The program focuses on prevention rather than on end-product testing. Under the HACCP approach, producers closely examine their operation and determine how to control, eliminate or minimise hazards before they occur.
Australian Pork Export Quality (APEQ) Program
While the APIQ Program provides a ‘best practise’ quality framework for Australian pork producers, the Australian Pork Export Quality (APEQ) Program enables each supply chain company to monitor its own work practices and establish effective control mechanisms. This means food quality and safety can be assured in the period immediately after slaughter through to delivery to consumer. This is a new industry program and is a logical extension of the APIQ Program.
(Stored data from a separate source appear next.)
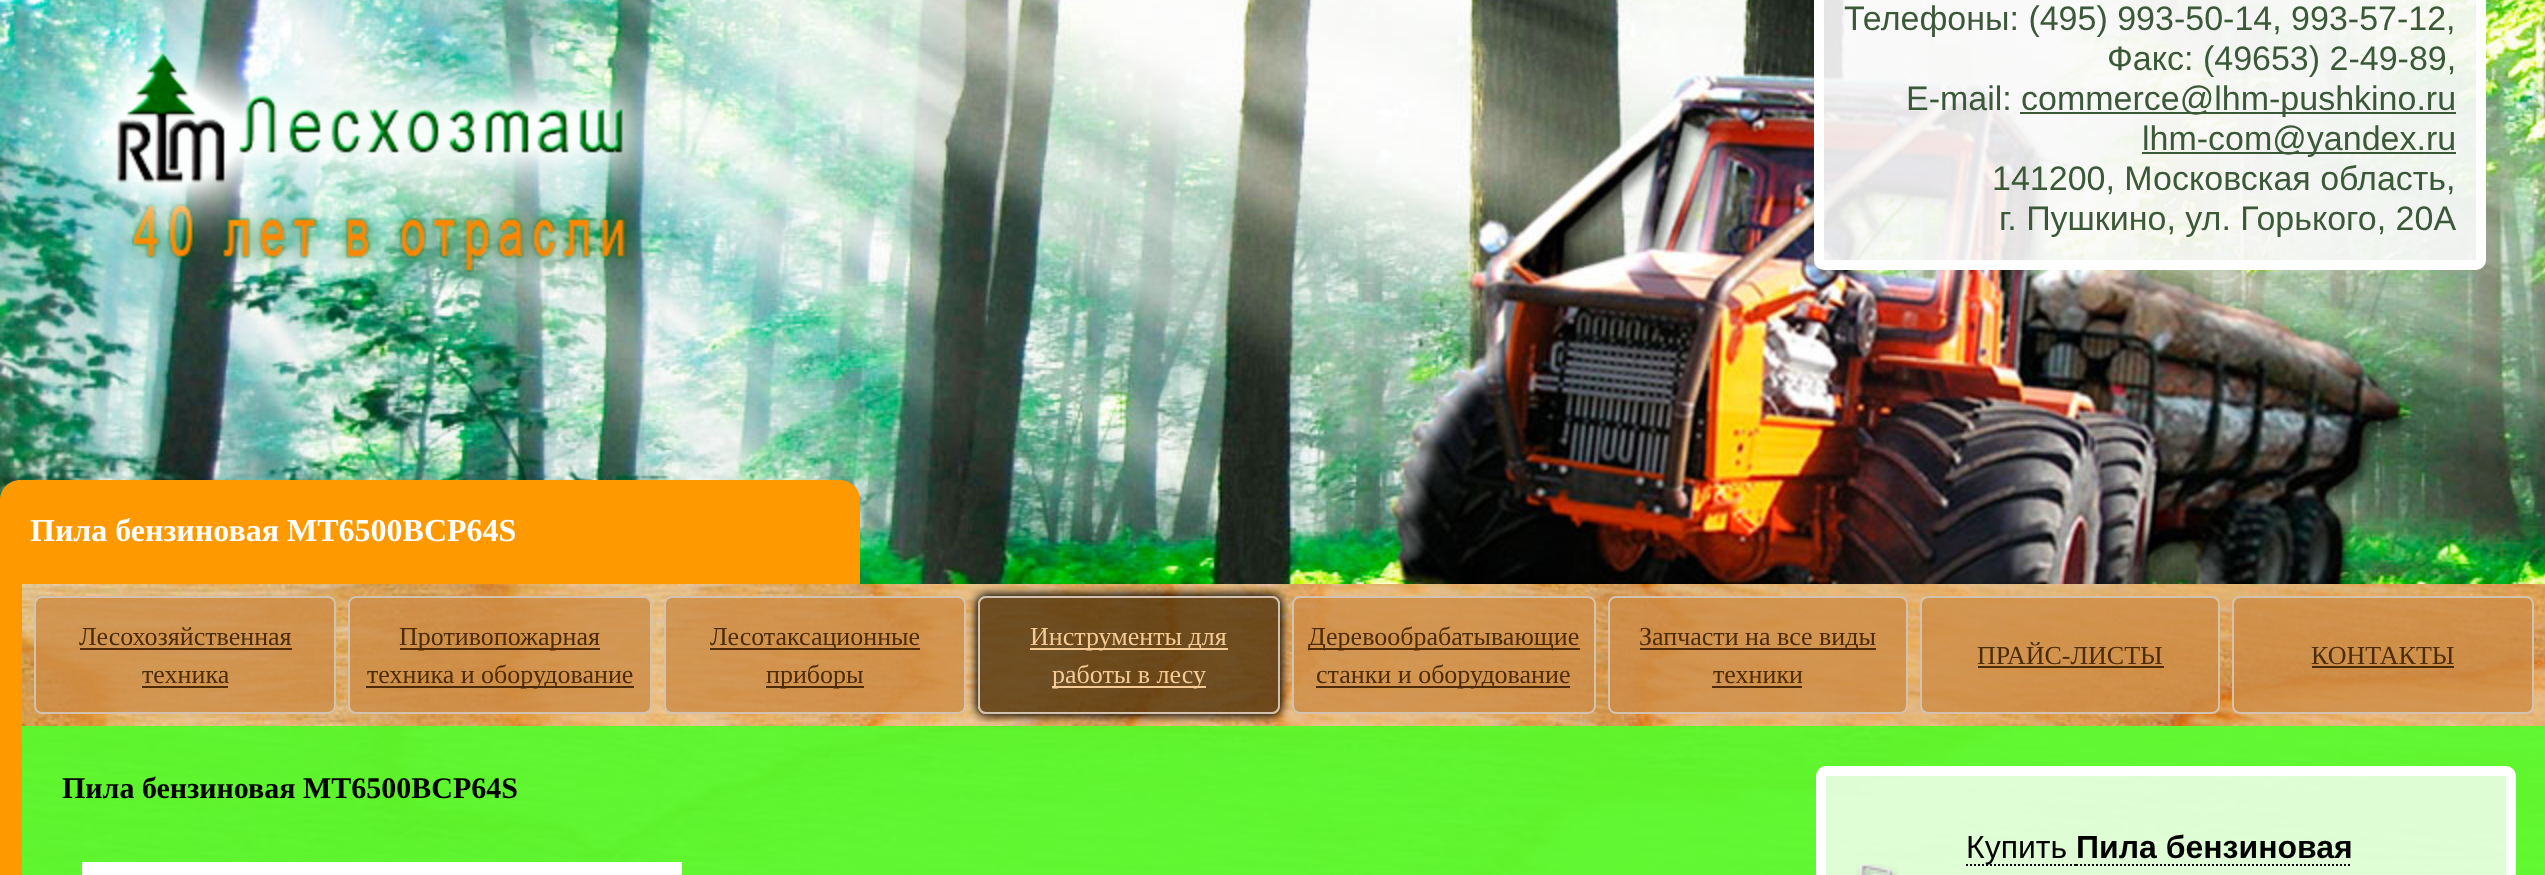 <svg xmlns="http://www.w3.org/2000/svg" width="2545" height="875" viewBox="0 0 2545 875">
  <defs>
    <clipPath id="clip1"><path d="M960 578H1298V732H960ZM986 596H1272C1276.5 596 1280 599.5 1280 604V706C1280 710.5 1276.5 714 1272 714H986C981.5 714 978 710.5 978 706V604C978 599.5 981.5 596 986 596Z" clip-rule="evenodd"/></clipPath>
    <filter id="blur1" x="-50%" y="-200%" width="200%" height="500%"><feGaussianBlur stdDeviation="5"/></filter>
  </defs>
  <rect width="100%" height="100%" fill="#ff9900"/>
  <image x="0" y="0" width="2545" height="584" href="img2.png"/>
  <image x="53" y="2" width="615" height="279" href="img1.png"/>
  <rect x="1819" y="-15" width="662" height="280" rx="5" fill="#fafafa" fill-opacity="0.9" stroke="#ffffff" stroke-width="10"/>
  <text x="1844" y="30" font-family="Liberation Sans" font-size="34" fill="#3b5938">Телефоны: (495) 993-50-14, 993-57-12,</text>
  <text x="2107" y="70" font-family="Liberation Sans" font-size="34" fill="#3b5938">Факс: (49653) 2-49-89,</text>
  <text x="1906" y="110" font-family="Liberation Sans" font-size="34" fill="#3b5938">E-mail:</text>
  <rect x="2020" y="112" width="436" height="2" fill="#3b5938"/>
  <text x="2021" y="110" font-family="Liberation Sans" font-size="34" fill="#3b5938">commerce@lhm-pushkino.ru</text>
  <rect x="2142" y="152" width="314" height="2" fill="#3b5938"/>
  <text x="2142" y="150" font-family="Liberation Sans" font-size="34" fill="#3b5938">lhm-com@yandex.ru</text>
  <text x="1992" y="190" font-family="Liberation Sans" font-size="34" fill="#3b5938">141200, Московская область,</text>
  <text x="1999" y="230" font-family="Liberation Sans" font-size="34" fill="#3b5938">г. Пушкино, ул. Горького, 20А</text>
  <path d="M20 480H840C851 480 860 489 860 500V584H0V500C0 489 9 480 20 480Z" fill="#ff9900"/>
  <text x="30" y="541" font-family="Liberation Serif" font-size="32" font-weight="bold" fill="#ffffff">Пила бензиновая MT6500BCP64S</text>
  <image x="22" y="584" width="2523" height="142" href="img3.png"/>
  <rect x="35" y="597" width="300" height="116" rx="7" fill="#cd8c46" fill-opacity="0.8" stroke="#d3c2af" stroke-width="2"/>
  <text x="79" y="645" font-family="Liberation Serif" font-size="26" fill="#4d2b06">Лесохозяйственная</text>
  <rect x="80" y="648" width="212" height="2" fill="#4d2b06"/>
  <text x="142" y="683" font-family="Liberation Serif" font-size="26" fill="#4d2b06">техника</text>
  <rect x="142" y="686" width="86" height="2" fill="#4d2b06"/>
  <rect x="349" y="597" width="302" height="116" rx="7" fill="#cd8c46" fill-opacity="0.8" stroke="#d3c2af" stroke-width="2"/>
  <rect x="400" y="648" width="200" height="2" fill="#4d2b06"/>
  <text x="399" y="645" font-family="Liberation Serif" font-size="26" fill="#4d2b06">Противопожарная</text>
  <rect x="366" y="686" width="268" height="2" fill="#4d2b06"/>
  <text x="367" y="683" font-family="Liberation Serif" font-size="26" fill="#4d2b06">техника и оборудование</text>
  <rect x="665" y="597" width="300" height="116" rx="7" fill="#cd8c46" fill-opacity="0.8" stroke="#d3c2af" stroke-width="2"/>
  <rect x="710" y="648" width="210" height="2" fill="#4d2b06"/>
  <text x="710" y="645" font-family="Liberation Serif" font-size="26" fill="#4d2b06">Лесотаксационные</text>
  <rect x="766" y="686" width="98" height="2" fill="#4d2b06"/>
  <text x="766" y="683" font-family="Liberation Serif" font-size="26" fill="#4d2b06">приборы</text>
  <image x="22" y="726" width="2523" height="149" href="img4.png"/>
  <rect x="22" y="726" width="1764" height="149" fill="#52ff2b" fill-opacity="0.9"/>
  <g clip-path="url(#clip1)">
    <rect x="976" y="594" width="306" height="122" rx="10" fill="#000000" filter="url(#blur1)"/>
  </g>
  <rect x="979" y="597" width="300" height="116" rx="7" fill="#50320a" fill-opacity="0.8" stroke="#d3c2af" stroke-width="2"/>
  <rect x="1030" y="648" width="198" height="2" fill="#f4ca96"/>
  <text x="1030" y="645" font-family="Liberation Serif" font-size="26" fill="#f4ca96">Инструменты для</text>
  <rect x="1052" y="686" width="154" height="2" fill="#f4ca96"/>
  <text x="1052" y="683" font-family="Liberation Serif" font-size="26" fill="#f4ca96">работы в лесу</text>
  <rect x="1293" y="597" width="302" height="116" rx="7" fill="#cd8c46" fill-opacity="0.8" stroke="#d3c2af" stroke-width="2"/>
  <rect x="1308" y="648" width="272" height="2" fill="#4d2b06"/>
  <text x="1308" y="645" font-family="Liberation Serif" font-size="26" fill="#4d2b06">Деревообрабатывающие</text>
  <rect x="1316" y="686" width="254" height="2" fill="#4d2b06"/>
  <text x="1316" y="683" font-family="Liberation Serif" font-size="26" fill="#4d2b06">станки и оборудование</text>
  <rect x="1609" y="597" width="298" height="116" rx="7" fill="#cd8c46" fill-opacity="0.8" stroke="#d3c2af" stroke-width="2"/>
  <rect x="1640" y="648" width="236" height="2" fill="#4d2b06"/>
  <text x="1639" y="645" font-family="Liberation Serif" font-size="26" fill="#4d2b06">Запчасти на все виды</text>
  <text x="1713" y="683" font-family="Liberation Serif" font-size="26" fill="#4d2b06">техники</text>
  <rect x="1712" y="686" width="90" height="2" fill="#4d2b06"/>
  <rect x="1921" y="597" width="298" height="116" rx="7" fill="#cd8c46" fill-opacity="0.8" stroke="#d3c2af" stroke-width="2"/>
  <text x="1977" y="664" font-family="Liberation Serif" font-size="26" fill="#4d2b06">ПРАЙС-ЛИСТЫ</text>
  <rect x="1978" y="666" width="186" height="2" fill="#4d2b06"/>
  <rect x="2233" y="597" width="300" height="116" rx="7" fill="#cd8c46" fill-opacity="0.8" stroke="#d3c2af" stroke-width="2"/>
  <text x="2311" y="664" font-family="Liberation Serif" font-size="26" fill="#4d2b06">КОНТАКТЫ</text>
  <rect x="2312" y="666" width="142" height="2" fill="#4d2b06"/>
  <text x="62" y="798" font-family="Liberation Serif" font-size="30" font-weight="bold" fill="#000000">Пила бензиновая MT6500BCP64S</text>
  <rect x="82" y="862" width="600" height="13" fill="#ffffff"/>
  <rect x="1786" y="726" width="759" height="149" fill="#52ff2b" fill-opacity="0.9"/>
  <rect x="1821" y="771" width="690" height="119" rx="5" fill="#ffffff" fill-opacity="0.8" stroke="#ffffff" stroke-width="10"/>
  <image x="1856" y="864" width="43" height="11" href="img5.png"/>
  <path d="M1966 865H2076" fill="none" stroke="#000000" stroke-width="2" stroke-dasharray="2 2"/>
  <text x="1966" y="858" font-family="Liberation Sans" font-size="32" fill="#000000">Купить</text>
  <text x="2076" y="858" font-family="Liberation Sans" font-size="32" font-weight="bold" fill="#000000">Пила бензиновая</text>
  <path d="M2076 865H2352" fill="none" stroke="#000000" stroke-width="2" stroke-dasharray="2 2"/>
</svg>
All abattoirs or boning rooms preparing product for export markets must be registered as such. A meat export licence is mandatory and the requirements of the state or territory in which the premises are situated must be complied with. A meat export license is issued by the Secretary of the Commonwealth Department of Agriculture, Fisheries, and Forestry (AFFA).
AQIS
The Australian Quarantine and Inspection Service (AQIS) is a government entity, located within the AFFA portfolio and provides quarantine inspection services for the arrival in Australia of international passengers, cargo, mail, animals and plants or their products. In addition AQIS is responsible for the inspection and certification of a range of animal and plant products exported from Australia. AQIS’s role in abattoirs and boning rooms includes responsibility for health and hygiene inspection procedures, the description of basic meat categories, regulatory controls over the transfer and export of meat, and ensuring compulsory requirements of foreign governments are met.
AUS-MEAT
The Authority for the Uniform Specifications for Meat and Livestock (AUS-MEAT) has a role in developing and over seeing a uniform description language for meat and livestock and for supervising quality assurance programmes and product specification. Livestock slaughtering establishments which meet the prescribed standards are known as AUS-MEAT accredited abattoirs. Accredited establishments will be recognised for their correct use of the national language, maintaining a quality assurance programme, adherence to the Code of Practise for over the hooks trading and the appointment of AUS-MEAT Standards Officers.